# DATA UNDER STUDY
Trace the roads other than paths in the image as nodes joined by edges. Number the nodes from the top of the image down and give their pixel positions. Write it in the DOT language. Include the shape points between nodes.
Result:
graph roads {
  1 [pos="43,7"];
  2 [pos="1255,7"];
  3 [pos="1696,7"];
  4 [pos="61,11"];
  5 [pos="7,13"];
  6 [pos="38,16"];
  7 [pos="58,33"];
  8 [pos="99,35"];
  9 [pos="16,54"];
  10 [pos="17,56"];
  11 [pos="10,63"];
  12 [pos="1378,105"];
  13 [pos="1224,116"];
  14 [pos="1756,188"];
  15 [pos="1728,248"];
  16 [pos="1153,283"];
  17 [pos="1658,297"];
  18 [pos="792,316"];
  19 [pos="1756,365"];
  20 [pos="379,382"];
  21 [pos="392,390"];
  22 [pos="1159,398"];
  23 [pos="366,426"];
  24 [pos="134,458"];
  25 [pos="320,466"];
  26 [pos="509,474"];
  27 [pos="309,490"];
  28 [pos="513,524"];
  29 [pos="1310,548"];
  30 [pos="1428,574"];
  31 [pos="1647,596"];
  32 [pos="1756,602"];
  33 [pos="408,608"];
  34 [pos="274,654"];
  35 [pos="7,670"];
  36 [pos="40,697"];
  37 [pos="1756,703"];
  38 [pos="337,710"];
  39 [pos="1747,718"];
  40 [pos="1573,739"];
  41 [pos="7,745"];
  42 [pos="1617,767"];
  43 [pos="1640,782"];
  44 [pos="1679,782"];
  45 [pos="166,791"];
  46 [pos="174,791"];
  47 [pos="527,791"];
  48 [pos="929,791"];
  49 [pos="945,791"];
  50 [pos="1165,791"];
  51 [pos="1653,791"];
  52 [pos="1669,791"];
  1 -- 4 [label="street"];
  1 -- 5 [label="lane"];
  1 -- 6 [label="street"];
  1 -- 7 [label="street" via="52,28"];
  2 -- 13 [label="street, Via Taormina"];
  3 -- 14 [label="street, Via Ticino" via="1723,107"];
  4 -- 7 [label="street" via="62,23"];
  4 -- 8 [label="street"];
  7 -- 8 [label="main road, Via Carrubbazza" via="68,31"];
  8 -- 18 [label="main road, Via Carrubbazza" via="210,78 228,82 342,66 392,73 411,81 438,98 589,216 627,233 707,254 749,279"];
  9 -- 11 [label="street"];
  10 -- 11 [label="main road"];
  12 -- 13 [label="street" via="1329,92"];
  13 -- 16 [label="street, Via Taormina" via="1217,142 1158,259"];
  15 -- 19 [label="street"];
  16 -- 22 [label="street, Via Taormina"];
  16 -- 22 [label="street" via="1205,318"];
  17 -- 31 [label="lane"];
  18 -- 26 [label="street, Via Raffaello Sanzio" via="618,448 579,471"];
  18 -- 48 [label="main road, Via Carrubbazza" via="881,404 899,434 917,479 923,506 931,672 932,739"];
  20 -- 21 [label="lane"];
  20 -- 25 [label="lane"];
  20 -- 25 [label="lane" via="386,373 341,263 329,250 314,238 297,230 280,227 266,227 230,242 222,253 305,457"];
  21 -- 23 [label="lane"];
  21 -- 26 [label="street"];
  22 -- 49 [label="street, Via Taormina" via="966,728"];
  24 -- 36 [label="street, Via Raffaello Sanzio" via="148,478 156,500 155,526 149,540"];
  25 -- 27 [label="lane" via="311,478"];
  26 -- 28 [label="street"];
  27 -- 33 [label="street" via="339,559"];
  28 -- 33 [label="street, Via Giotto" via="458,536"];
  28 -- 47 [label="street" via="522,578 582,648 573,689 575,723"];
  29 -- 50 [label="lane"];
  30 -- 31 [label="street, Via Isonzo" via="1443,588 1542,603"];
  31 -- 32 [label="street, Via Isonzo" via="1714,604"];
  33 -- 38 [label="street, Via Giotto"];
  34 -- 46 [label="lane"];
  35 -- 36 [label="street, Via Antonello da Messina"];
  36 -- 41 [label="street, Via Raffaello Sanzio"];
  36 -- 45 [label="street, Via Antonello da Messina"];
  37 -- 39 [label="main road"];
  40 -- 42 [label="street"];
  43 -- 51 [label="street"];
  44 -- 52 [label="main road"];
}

---

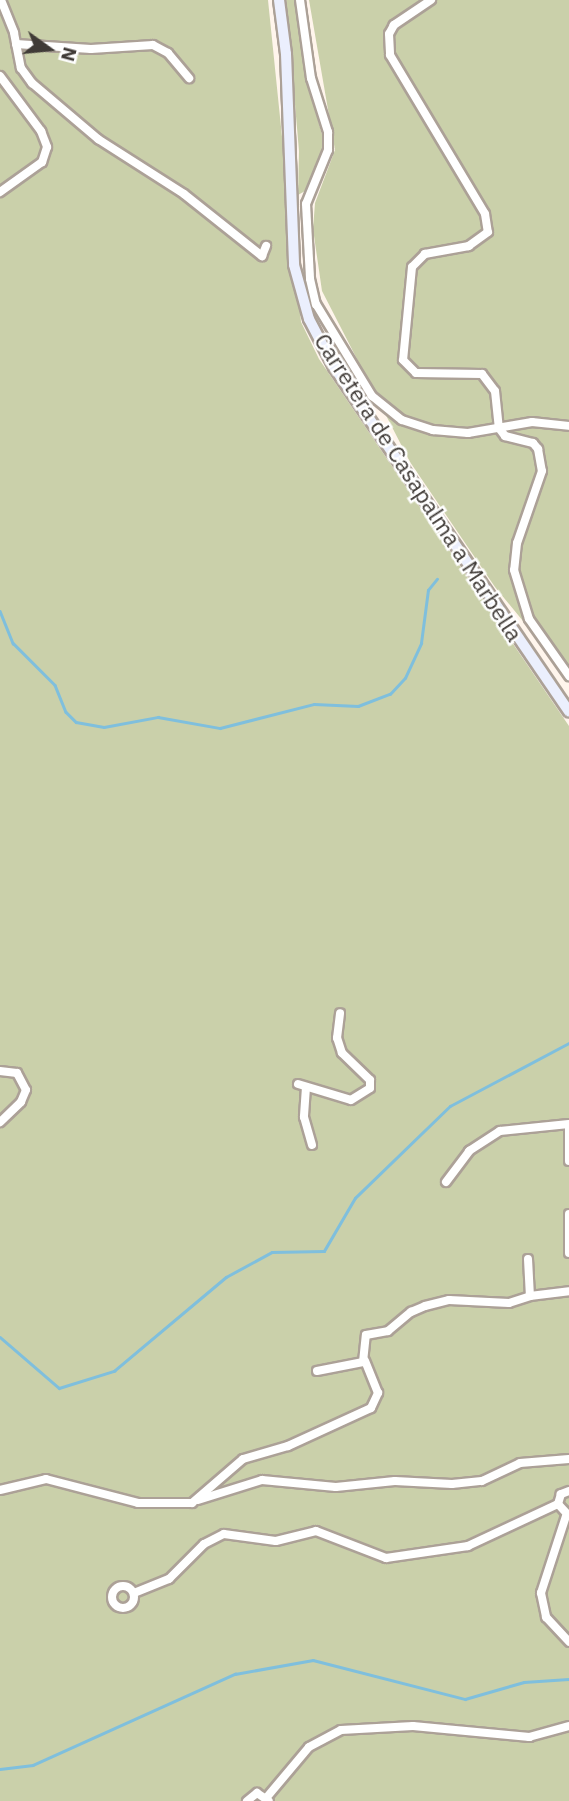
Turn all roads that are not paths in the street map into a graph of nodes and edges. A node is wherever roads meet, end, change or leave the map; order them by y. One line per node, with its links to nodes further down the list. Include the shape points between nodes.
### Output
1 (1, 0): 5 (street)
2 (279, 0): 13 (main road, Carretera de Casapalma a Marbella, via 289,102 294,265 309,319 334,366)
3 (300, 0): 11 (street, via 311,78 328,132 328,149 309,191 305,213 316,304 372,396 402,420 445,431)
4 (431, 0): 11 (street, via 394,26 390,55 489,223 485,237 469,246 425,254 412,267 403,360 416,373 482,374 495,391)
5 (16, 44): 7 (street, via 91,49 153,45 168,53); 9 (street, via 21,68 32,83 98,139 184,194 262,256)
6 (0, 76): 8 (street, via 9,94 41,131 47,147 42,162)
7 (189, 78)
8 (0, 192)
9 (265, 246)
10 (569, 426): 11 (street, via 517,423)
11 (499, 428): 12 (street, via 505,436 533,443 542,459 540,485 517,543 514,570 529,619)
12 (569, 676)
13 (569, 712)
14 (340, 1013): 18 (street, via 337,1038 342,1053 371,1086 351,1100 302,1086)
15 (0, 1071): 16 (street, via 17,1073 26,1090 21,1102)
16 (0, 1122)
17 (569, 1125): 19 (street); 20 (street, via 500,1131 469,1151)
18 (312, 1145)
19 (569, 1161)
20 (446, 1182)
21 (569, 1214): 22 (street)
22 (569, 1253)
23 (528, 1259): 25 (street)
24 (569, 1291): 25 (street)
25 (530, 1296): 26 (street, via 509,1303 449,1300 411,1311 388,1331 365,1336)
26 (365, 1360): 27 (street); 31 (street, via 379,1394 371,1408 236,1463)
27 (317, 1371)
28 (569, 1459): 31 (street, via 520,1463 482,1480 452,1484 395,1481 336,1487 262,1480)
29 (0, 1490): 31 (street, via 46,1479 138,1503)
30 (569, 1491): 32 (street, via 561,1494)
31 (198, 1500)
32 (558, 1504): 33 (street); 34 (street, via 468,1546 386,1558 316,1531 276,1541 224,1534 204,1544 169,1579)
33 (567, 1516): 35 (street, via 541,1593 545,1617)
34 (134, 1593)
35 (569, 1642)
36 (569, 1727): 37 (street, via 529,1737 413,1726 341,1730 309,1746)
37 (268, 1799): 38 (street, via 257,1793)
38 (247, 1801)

# PROBLEM REQUIREMENTS
Filter the entries above and keep only the lines with the word "edges".

# WRITTEN ANSWER
Trace the roads other than paths in the image as nodes joined by edges. Number the nodes from the top of the image down and give their pixel positions. Write it in the DOT language. Include the shape points between nodes.
Turn all roads that are not paths in the street map into a graph of nodes and edges. A node is wherever roads meet, end, change or leave the map; order them by y. One line per node, with its links to nodes further down the list. Include the shape points between nodes.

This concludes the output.